Exercise → Once you have read the records, write them out again exactly.

(Beginning of Exercise data)

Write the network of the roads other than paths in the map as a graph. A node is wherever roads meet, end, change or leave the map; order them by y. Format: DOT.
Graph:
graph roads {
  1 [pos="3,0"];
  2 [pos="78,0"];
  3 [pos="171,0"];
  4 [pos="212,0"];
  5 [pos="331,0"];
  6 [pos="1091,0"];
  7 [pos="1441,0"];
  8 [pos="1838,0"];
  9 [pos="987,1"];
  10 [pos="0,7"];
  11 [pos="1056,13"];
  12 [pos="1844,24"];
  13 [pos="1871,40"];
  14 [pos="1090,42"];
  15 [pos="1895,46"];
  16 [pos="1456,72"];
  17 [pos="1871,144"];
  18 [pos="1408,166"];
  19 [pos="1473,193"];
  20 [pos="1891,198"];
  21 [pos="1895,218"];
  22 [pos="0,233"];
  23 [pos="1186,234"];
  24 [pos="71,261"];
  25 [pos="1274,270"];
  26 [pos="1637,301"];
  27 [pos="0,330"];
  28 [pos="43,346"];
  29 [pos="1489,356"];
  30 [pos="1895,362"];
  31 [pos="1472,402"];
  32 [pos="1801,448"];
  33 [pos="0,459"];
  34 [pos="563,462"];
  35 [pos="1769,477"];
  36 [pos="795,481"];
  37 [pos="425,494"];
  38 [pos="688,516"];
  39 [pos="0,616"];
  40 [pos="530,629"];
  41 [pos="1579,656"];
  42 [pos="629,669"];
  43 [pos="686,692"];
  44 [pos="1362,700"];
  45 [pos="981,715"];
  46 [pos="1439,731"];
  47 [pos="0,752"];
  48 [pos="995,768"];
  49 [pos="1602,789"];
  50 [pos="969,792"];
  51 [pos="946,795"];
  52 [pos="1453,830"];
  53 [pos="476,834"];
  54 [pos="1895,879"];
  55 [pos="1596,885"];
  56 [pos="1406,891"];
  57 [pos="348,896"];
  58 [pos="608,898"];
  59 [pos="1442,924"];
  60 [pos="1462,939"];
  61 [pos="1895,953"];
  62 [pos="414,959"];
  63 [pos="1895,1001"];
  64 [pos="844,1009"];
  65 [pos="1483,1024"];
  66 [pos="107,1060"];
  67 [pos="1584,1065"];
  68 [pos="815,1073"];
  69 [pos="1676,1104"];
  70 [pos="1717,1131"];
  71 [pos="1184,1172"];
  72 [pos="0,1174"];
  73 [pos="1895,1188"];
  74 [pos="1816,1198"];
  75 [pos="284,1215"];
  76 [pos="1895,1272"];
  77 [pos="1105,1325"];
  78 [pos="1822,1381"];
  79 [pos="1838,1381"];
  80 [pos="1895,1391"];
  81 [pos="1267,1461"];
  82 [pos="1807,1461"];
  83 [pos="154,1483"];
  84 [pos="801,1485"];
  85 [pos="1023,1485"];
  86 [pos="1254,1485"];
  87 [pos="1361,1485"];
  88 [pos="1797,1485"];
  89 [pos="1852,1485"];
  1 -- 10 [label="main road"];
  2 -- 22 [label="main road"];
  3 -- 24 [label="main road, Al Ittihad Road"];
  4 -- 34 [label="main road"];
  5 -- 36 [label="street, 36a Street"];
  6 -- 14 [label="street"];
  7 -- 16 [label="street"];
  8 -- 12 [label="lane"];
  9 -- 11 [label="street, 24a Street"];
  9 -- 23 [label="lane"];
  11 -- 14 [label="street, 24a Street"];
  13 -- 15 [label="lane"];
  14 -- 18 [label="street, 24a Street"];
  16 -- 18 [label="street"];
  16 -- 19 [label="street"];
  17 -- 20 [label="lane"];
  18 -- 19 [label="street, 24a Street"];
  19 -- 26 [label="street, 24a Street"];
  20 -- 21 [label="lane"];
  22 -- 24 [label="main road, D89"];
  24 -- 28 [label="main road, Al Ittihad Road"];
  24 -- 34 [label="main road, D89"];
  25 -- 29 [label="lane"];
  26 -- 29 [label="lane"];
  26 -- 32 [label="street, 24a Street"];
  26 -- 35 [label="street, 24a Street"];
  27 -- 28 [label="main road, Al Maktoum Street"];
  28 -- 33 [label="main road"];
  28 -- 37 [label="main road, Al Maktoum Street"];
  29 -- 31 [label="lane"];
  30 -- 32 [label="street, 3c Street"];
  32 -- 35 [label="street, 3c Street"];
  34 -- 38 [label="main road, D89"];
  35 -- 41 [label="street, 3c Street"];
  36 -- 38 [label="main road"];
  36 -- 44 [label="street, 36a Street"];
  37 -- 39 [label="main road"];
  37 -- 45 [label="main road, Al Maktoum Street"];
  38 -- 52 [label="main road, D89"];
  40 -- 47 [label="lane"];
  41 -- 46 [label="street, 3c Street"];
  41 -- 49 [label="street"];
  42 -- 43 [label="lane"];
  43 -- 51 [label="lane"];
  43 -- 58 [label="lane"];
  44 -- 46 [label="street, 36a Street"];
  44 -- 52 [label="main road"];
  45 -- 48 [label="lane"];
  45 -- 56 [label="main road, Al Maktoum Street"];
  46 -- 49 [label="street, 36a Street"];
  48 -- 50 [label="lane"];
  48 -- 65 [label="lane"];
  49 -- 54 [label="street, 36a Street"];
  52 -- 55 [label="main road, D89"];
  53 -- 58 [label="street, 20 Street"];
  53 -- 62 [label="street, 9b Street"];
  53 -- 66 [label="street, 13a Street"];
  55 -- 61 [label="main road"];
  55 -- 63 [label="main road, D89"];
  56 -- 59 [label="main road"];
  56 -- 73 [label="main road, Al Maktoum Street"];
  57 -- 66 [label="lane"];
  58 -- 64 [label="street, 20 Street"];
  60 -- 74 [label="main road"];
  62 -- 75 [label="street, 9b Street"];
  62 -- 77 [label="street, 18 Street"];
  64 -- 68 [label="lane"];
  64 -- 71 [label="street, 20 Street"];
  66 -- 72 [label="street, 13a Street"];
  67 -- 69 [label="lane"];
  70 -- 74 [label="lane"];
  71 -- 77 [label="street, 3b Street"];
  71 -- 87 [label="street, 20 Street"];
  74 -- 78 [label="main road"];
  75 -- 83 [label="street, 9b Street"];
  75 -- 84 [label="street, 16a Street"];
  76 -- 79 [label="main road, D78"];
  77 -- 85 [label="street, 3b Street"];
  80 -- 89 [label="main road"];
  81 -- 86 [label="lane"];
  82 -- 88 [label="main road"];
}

(End of Exercise data)

Your solution →
Write the network of the roads other than paths in the map as a graph. A node is wherever roads meet, end, change or leave the map; order them by y. Format: DOT.
Graph:
graph roads {
  1 [pos="3,0"];
  2 [pos="78,0"];
  3 [pos="171,0"];
  4 [pos="212,0"];
  5 [pos="331,0"];
  6 [pos="1091,0"];
  7 [pos="1441,0"];
  8 [pos="1838,0"];
  9 [pos="987,1"];
  10 [pos="0,7"];
  11 [pos="1056,13"];
  12 [pos="1844,24"];
  13 [pos="1871,40"];
  14 [pos="1090,42"];
  15 [pos="1895,46"];
  16 [pos="1456,72"];
  17 [pos="1871,144"];
  18 [pos="1408,166"];
  19 [pos="1473,193"];
  20 [pos="1891,198"];
  21 [pos="1895,218"];
  22 [pos="0,233"];
  23 [pos="1186,234"];
  24 [pos="71,261"];
  25 [pos="1274,270"];
  26 [pos="1637,301"];
  27 [pos="0,330"];
  28 [pos="43,346"];
  29 [pos="1489,356"];
  30 [pos="1895,362"];
  31 [pos="1472,402"];
  32 [pos="1801,448"];
  33 [pos="0,459"];
  34 [pos="563,462"];
  35 [pos="1769,477"];
  36 [pos="795,481"];
  37 [pos="425,494"];
  38 [pos="688,516"];
  39 [pos="0,616"];
  40 [pos="530,629"];
  41 [pos="1579,656"];
  42 [pos="629,669"];
  43 [pos="686,692"];
  44 [pos="1362,700"];
  45 [pos="981,715"];
  46 [pos="1439,731"];
  47 [pos="0,752"];
  48 [pos="995,768"];
  49 [pos="1602,789"];
  50 [pos="969,792"];
  51 [pos="946,795"];
  52 [pos="1453,830"];
  53 [pos="476,834"];
  54 [pos="1895,879"];
  55 [pos="1596,885"];
  56 [pos="1406,891"];
  57 [pos="348,896"];
  58 [pos="608,898"];
  59 [pos="1442,924"];
  60 [pos="1462,939"];
  61 [pos="1895,953"];
  62 [pos="414,959"];
  63 [pos="1895,1001"];
  64 [pos="844,1009"];
  65 [pos="1483,1024"];
  66 [pos="107,1060"];
  67 [pos="1584,1065"];
  68 [pos="815,1073"];
  69 [pos="1676,1104"];
  70 [pos="1717,1131"];
  71 [pos="1184,1172"];
  72 [pos="0,1174"];
  73 [pos="1895,1188"];
  74 [pos="1816,1198"];
  75 [pos="284,1215"];
  76 [pos="1895,1272"];
  77 [pos="1105,1325"];
  78 [pos="1822,1381"];
  79 [pos="1838,1381"];
  80 [pos="1895,1391"];
  81 [pos="1267,1461"];
  82 [pos="1807,1461"];
  83 [pos="154,1483"];
  84 [pos="801,1485"];
  85 [pos="1023,1485"];
  86 [pos="1254,1485"];
  87 [pos="1361,1485"];
  88 [pos="1797,1485"];
  89 [pos="1852,1485"];
  1 -- 10 [label="main road"];
  2 -- 22 [label="main road"];
  3 -- 24 [label="main road, Al Ittihad Road"];
  4 -- 34 [label="main road"];
  5 -- 36 [label="street, 36a Street"];
  6 -- 14 [label="street"];
  7 -- 16 [label="street"];
  8 -- 12 [label="lane"];
  9 -- 11 [label="street, 24a Street"];
  9 -- 23 [label="lane"];
  11 -- 14 [label="street, 24a Street"];
  13 -- 15 [label="lane"];
  14 -- 18 [label="street, 24a Street"];
  16 -- 18 [label="street"];
  16 -- 19 [label="street"];
  17 -- 20 [label="lane"];
  18 -- 19 [label="street, 24a Street"];
  19 -- 26 [label="street, 24a Street"];
  20 -- 21 [label="lane"];
  22 -- 24 [label="main road, D89"];
  24 -- 28 [label="main road, Al Ittihad Road"];
  24 -- 34 [label="main road, D89"];
  25 -- 29 [label="lane"];
  26 -- 29 [label="lane"];
  26 -- 32 [label="street, 24a Street"];
  26 -- 35 [label="street, 24a Street"];
  27 -- 28 [label="main road, Al Maktoum Street"];
  28 -- 33 [label="main road"];
  28 -- 37 [label="main road, Al Maktoum Street"];
  29 -- 31 [label="lane"];
  30 -- 32 [label="street, 3c Street"];
  32 -- 35 [label="street, 3c Street"];
  34 -- 38 [label="main road, D89"];
  35 -- 41 [label="street, 3c Street"];
  36 -- 38 [label="main road"];
  36 -- 44 [label="street, 36a Street"];
  37 -- 39 [label="main road"];
  37 -- 45 [label="main road, Al Maktoum Street"];
  38 -- 52 [label="main road, D89"];
  40 -- 47 [label="lane"];
  41 -- 46 [label="street, 3c Street"];
  41 -- 49 [label="street"];
  42 -- 43 [label="lane"];
  43 -- 51 [label="lane"];
  43 -- 58 [label="lane"];
  44 -- 46 [label="street, 36a Street"];
  44 -- 52 [label="main road"];
  45 -- 48 [label="lane"];
  45 -- 56 [label="main road, Al Maktoum Street"];
  46 -- 49 [label="street, 36a Street"];
  48 -- 50 [label="lane"];
  48 -- 65 [label="lane"];
  49 -- 54 [label="street, 36a Street"];
  52 -- 55 [label="main road, D89"];
  53 -- 58 [label="street, 20 Street"];
  53 -- 62 [label="street, 9b Street"];
  53 -- 66 [label="street, 13a Street"];
  55 -- 61 [label="main road"];
  55 -- 63 [label="main road, D89"];
  56 -- 59 [label="main road"];
  56 -- 73 [label="main road, Al Maktoum Street"];
  57 -- 66 [label="lane"];
  58 -- 64 [label="street, 20 Street"];
  60 -- 74 [label="main road"];
  62 -- 75 [label="street, 9b Street"];
  62 -- 77 [label="street, 18 Street"];
  64 -- 68 [label="lane"];
  64 -- 71 [label="street, 20 Street"];
  66 -- 72 [label="street, 13a Street"];
  67 -- 69 [label="lane"];
  70 -- 74 [label="lane"];
  71 -- 77 [label="street, 3b Street"];
  71 -- 87 [label="street, 20 Street"];
  74 -- 78 [label="main road"];
  75 -- 83 [label="street, 9b Street"];
  75 -- 84 [label="street, 16a Street"];
  76 -- 79 [label="main road, D78"];
  77 -- 85 [label="street, 3b Street"];
  80 -- 89 [label="main road"];
  81 -- 86 [label="lane"];
  82 -- 88 [label="main road"];
}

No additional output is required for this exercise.